« Pyrame et Thisbé, des jeunes hommes le plus beau, lui,
elle, au dessus des jeunes filles que l'Orient connut,
occupaient des maisons contiguës, là où, dit-on, la haute
ville fut entourée de murailles de briques par Sémiramis2.
Le voisinage fit la rencontre et les premiers pas ;
avec le temps, grandit l’amour ; les torches nuptiales3 se seraient aussi unies
mais l’interdirent les pères ; ce qu’ils ne purent interdire :
tous deux saisis, ils brûlaient à un égal degré dans leurs pensées.
Il n’y a aucun complice ; par signe et gestes ils se parlent ;
et plus il est caché, plus ce feu caché s’agite.
Il avait été fendu d’une légère fissure, qu’il avait provoquée autrefois,
alors qu’il était construit, le mur commun de chaque maison.
Ce défaut, nullement remarqué au long des siècles,
(Que ne perçoit l’amour ?), vous le vîtes les premiers, amants,
Et vous en fîtes un chemin pour vos voix. Sans danger, par là,
les caresses, très doucement murmurées, traversaient.
Souvent, quand s’étaient trouvés ici Thisbé, Pyrame là,
et qu’ils avaient tour à tour cherché à saisir le souffle de leur bouche :
«Mur hostile, disaient-ils, pourquoi te dresses-tu contre des amants ?
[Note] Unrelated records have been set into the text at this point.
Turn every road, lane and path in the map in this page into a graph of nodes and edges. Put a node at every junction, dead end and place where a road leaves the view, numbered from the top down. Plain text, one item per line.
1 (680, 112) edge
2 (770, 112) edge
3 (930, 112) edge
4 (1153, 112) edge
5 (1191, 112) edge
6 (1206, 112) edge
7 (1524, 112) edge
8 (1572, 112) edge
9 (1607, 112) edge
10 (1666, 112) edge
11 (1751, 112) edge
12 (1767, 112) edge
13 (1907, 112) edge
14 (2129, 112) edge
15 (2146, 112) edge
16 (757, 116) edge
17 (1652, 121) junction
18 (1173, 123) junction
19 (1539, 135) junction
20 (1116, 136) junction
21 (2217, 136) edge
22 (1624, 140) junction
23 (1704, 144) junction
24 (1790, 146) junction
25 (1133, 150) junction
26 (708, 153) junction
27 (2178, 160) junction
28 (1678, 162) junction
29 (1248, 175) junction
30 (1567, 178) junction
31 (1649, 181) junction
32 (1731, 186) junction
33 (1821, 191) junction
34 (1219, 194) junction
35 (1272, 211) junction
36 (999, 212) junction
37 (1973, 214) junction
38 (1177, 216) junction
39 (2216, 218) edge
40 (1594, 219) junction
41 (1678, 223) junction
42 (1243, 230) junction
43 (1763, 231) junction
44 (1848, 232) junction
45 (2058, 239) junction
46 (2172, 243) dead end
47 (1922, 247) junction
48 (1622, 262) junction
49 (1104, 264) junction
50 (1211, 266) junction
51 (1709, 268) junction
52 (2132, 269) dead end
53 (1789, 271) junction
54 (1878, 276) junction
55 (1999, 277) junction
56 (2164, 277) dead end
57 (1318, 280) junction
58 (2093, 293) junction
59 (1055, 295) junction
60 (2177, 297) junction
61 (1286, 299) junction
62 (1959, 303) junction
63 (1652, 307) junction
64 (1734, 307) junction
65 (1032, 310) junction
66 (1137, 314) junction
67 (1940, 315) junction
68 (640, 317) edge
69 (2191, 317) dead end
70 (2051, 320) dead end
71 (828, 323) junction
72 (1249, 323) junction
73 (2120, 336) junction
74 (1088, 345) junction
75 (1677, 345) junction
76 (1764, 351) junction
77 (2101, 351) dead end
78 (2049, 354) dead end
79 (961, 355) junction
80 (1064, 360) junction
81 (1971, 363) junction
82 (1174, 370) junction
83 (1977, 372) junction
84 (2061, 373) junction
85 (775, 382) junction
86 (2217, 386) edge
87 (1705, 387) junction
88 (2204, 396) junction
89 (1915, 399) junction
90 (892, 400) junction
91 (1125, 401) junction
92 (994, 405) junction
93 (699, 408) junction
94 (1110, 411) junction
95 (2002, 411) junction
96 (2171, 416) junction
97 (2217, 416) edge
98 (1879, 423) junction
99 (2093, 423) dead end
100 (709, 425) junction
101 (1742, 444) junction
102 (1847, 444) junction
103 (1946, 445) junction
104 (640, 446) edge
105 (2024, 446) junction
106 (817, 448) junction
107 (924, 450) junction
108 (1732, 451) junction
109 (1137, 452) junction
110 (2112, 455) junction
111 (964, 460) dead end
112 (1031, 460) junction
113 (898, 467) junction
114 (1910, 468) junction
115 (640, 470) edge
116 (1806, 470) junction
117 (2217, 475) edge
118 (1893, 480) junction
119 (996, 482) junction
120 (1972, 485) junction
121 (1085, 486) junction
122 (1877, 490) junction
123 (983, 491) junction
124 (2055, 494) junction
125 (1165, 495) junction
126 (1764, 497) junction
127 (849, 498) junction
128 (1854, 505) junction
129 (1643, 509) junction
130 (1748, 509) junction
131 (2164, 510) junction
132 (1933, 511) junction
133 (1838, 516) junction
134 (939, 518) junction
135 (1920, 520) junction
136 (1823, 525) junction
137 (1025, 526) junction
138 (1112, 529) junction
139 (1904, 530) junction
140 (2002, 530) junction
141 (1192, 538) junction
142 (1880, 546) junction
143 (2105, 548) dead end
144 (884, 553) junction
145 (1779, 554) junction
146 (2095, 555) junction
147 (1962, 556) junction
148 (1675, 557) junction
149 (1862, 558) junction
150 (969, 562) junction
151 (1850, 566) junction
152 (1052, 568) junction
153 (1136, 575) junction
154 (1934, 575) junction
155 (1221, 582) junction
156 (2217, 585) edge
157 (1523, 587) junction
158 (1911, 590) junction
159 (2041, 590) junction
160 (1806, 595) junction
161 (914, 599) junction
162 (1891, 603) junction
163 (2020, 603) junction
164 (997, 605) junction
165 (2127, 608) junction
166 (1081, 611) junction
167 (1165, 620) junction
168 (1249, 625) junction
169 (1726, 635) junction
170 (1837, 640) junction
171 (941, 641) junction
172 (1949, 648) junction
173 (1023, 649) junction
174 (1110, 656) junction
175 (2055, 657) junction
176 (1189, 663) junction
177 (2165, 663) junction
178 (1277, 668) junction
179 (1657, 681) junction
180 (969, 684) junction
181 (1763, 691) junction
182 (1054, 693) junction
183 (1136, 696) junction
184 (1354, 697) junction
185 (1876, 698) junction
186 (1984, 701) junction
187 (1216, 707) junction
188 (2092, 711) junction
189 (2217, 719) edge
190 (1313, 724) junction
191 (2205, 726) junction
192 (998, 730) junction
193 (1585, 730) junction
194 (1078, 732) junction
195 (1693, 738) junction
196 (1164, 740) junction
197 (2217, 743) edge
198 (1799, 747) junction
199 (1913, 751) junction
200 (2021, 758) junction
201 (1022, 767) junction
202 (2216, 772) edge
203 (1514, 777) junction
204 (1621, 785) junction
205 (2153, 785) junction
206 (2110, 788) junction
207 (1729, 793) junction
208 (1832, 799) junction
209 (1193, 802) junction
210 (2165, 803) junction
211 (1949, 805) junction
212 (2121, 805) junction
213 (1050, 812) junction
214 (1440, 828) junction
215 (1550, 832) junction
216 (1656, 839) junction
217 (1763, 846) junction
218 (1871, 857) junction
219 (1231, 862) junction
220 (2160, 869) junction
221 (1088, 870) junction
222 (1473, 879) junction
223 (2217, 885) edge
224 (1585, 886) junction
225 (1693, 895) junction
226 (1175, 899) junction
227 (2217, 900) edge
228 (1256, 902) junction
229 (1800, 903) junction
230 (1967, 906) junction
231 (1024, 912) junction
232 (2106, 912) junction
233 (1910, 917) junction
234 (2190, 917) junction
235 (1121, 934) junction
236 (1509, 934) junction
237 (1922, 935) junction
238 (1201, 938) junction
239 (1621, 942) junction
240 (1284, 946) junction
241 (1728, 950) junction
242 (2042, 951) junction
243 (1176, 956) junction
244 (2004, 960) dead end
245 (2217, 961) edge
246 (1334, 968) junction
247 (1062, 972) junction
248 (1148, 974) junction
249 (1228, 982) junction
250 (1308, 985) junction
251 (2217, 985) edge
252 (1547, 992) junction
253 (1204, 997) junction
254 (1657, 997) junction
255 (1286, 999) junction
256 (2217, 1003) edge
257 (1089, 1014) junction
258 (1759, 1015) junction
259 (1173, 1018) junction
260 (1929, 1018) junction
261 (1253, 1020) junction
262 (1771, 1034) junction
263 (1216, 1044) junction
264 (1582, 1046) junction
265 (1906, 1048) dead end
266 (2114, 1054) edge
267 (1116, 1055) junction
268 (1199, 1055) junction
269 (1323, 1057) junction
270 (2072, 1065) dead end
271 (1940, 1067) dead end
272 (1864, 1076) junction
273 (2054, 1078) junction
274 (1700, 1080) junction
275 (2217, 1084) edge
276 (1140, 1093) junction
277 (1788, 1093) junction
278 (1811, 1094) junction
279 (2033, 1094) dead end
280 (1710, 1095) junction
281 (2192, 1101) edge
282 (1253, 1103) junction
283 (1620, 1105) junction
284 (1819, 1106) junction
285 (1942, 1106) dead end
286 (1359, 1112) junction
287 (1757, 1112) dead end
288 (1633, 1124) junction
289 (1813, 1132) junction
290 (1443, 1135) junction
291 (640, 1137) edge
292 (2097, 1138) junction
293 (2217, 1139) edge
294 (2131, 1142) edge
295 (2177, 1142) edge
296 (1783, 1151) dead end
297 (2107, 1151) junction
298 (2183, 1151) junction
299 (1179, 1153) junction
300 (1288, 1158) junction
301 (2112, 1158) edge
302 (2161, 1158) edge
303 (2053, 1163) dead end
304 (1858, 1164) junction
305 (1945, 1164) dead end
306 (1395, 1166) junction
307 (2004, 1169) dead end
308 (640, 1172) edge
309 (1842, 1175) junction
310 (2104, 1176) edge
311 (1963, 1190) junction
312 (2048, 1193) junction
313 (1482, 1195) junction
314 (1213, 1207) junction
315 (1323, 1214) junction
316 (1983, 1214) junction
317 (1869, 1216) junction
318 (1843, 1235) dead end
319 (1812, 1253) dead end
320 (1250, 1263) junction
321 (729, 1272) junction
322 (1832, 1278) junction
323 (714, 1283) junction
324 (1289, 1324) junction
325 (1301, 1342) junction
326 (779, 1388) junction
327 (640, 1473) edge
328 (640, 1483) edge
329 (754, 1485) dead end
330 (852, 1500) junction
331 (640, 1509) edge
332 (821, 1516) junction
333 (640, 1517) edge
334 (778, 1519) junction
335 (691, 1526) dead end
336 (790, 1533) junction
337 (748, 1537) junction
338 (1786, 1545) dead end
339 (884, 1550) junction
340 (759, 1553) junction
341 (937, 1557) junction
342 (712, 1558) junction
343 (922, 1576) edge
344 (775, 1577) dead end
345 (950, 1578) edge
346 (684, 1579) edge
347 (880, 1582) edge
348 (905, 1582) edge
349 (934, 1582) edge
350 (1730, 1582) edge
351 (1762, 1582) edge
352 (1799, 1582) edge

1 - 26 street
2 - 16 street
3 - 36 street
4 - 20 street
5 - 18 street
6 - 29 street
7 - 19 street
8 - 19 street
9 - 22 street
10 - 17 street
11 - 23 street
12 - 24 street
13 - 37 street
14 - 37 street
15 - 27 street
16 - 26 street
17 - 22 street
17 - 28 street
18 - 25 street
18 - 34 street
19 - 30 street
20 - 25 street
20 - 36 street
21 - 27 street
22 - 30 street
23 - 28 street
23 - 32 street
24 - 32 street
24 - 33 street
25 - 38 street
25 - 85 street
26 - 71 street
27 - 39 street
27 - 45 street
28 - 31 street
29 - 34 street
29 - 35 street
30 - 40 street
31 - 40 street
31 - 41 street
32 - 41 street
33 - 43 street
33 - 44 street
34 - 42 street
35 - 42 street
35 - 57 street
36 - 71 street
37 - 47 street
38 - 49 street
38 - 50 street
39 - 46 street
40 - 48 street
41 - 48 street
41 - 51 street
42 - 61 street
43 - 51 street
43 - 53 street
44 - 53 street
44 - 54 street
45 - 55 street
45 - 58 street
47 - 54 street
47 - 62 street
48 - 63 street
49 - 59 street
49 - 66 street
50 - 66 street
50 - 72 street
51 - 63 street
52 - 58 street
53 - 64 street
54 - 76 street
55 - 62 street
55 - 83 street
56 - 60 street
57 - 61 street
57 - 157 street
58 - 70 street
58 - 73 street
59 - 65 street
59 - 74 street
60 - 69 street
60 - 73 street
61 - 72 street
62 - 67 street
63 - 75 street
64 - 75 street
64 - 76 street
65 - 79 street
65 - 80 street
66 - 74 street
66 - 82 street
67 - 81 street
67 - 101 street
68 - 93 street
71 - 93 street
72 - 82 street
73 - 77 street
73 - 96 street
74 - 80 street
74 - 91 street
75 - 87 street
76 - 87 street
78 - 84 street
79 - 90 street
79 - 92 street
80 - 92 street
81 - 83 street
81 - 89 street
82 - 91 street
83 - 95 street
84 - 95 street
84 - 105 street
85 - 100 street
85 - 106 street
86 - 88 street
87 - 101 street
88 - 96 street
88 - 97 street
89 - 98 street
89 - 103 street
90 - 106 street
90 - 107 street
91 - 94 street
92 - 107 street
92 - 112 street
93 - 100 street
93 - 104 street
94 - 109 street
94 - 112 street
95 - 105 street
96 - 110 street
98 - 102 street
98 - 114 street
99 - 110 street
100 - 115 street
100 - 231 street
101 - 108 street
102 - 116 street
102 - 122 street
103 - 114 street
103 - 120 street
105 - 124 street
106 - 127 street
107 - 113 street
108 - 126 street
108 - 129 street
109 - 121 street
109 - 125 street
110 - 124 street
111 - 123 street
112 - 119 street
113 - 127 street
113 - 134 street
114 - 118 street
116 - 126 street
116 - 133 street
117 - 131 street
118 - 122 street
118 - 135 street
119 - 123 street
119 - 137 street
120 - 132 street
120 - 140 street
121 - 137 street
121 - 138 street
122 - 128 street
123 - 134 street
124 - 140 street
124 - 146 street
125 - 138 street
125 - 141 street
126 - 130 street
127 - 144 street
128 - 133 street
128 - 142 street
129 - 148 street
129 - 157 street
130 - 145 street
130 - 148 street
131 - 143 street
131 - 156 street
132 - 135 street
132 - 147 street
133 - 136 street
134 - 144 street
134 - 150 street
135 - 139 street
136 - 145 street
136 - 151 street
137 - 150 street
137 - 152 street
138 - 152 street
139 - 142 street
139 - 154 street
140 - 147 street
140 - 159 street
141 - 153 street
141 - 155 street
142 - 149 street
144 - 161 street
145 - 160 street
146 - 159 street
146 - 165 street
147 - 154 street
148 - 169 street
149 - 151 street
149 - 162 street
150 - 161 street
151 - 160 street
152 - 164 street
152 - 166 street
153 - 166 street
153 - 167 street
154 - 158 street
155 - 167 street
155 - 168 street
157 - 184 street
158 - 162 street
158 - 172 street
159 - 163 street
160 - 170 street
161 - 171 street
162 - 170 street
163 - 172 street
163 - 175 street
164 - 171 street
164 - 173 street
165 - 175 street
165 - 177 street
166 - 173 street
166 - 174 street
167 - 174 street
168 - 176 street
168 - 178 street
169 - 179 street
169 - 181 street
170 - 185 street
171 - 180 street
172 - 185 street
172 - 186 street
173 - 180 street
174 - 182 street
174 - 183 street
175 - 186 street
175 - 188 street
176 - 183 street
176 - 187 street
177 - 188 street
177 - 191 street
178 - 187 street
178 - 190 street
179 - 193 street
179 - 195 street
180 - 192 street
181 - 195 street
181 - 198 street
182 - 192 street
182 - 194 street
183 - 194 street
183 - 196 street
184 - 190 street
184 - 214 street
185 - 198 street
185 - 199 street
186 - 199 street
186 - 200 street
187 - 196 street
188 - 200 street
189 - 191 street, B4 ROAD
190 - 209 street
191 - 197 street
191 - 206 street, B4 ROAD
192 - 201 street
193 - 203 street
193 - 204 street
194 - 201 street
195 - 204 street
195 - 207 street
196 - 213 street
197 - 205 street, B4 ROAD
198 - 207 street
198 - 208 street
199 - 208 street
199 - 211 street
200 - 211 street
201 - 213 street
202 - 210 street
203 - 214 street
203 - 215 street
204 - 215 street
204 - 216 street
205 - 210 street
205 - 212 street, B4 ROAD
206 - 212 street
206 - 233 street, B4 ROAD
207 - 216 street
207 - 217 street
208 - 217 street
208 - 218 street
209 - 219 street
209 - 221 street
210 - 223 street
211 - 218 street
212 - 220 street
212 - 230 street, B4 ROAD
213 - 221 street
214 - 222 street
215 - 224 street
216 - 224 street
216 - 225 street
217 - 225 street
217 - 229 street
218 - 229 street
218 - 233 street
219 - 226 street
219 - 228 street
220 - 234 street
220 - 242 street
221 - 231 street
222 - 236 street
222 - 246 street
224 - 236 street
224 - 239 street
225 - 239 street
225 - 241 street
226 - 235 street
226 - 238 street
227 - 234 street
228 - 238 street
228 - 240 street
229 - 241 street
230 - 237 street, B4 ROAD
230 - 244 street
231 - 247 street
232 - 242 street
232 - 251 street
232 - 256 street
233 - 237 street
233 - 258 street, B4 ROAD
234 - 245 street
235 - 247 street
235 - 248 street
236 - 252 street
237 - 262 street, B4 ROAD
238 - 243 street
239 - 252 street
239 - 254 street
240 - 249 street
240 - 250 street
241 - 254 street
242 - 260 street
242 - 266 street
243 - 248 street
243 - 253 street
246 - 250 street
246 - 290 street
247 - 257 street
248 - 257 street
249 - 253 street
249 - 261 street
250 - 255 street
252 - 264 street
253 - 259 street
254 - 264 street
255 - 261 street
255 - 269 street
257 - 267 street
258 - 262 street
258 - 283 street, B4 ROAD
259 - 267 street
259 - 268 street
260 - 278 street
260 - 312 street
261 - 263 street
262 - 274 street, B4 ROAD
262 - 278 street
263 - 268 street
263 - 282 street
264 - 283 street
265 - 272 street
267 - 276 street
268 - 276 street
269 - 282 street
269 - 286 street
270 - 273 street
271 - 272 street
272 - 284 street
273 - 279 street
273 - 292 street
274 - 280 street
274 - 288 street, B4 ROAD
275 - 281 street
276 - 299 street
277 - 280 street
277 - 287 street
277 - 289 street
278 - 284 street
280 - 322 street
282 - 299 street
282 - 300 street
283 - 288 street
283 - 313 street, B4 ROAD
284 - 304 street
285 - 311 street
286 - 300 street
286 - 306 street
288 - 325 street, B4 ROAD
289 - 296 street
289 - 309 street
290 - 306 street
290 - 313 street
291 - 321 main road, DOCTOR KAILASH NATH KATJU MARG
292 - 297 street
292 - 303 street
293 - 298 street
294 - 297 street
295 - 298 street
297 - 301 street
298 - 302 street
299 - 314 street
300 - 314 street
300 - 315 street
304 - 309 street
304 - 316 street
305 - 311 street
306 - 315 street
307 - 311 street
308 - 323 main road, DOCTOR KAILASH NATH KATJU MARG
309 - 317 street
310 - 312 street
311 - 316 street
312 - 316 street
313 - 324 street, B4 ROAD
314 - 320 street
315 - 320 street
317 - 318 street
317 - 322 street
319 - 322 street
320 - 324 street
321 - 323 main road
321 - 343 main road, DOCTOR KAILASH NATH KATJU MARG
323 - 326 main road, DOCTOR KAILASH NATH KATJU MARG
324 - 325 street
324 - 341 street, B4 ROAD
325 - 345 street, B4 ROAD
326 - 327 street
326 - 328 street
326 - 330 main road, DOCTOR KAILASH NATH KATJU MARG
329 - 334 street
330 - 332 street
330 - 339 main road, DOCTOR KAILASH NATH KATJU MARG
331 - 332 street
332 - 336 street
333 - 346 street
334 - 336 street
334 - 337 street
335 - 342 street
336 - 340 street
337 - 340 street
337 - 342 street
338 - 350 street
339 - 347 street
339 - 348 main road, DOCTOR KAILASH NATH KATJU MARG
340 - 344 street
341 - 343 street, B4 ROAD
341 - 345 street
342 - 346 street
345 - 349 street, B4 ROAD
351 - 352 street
Combien pour que tu nous laisses nous unir de tout notre corps,
ou, si c’est trop, que tu t’ouvres pour donner des baisers ?
Nous ne sommes pas ingrats ; nous avouons te devoir
le passage donné à nos paroles vers des oreilles amies. »
Après avoir parlé ainsi vainement, assis sur des sièges séparés,
à la nuit, ils se dirent au revoir et donnèrent chacun à sa cloison
des baisers qui ne parviennent pas au delà.
L’aurore suivante avait chassé les feux nocturnes
et le soleil avait séché de ses rayons les herbes givrées
ils s’unirent au lieu habituel. Alors d’un petit murmure,
après de nombreuses plaintes, ils décident qu’à la nuit silencieuse
ils tenteront de tromper leurs gardiens et de franchir les portes ;
une fois sortis de leur maison, ils abandonneront aussi les toits de la ville
et pour ne pas s'égarer dans l'immensité de la campagne,
ils se retrouveront aux buchers de Ninus4 et se cacheront à l’ombre
de l’arbre : l’arbre était alors couvert de fruits neigeux
un haut murier, proche d'une source fraîche.
Notes
1reine mythique et divinisée de Babylone.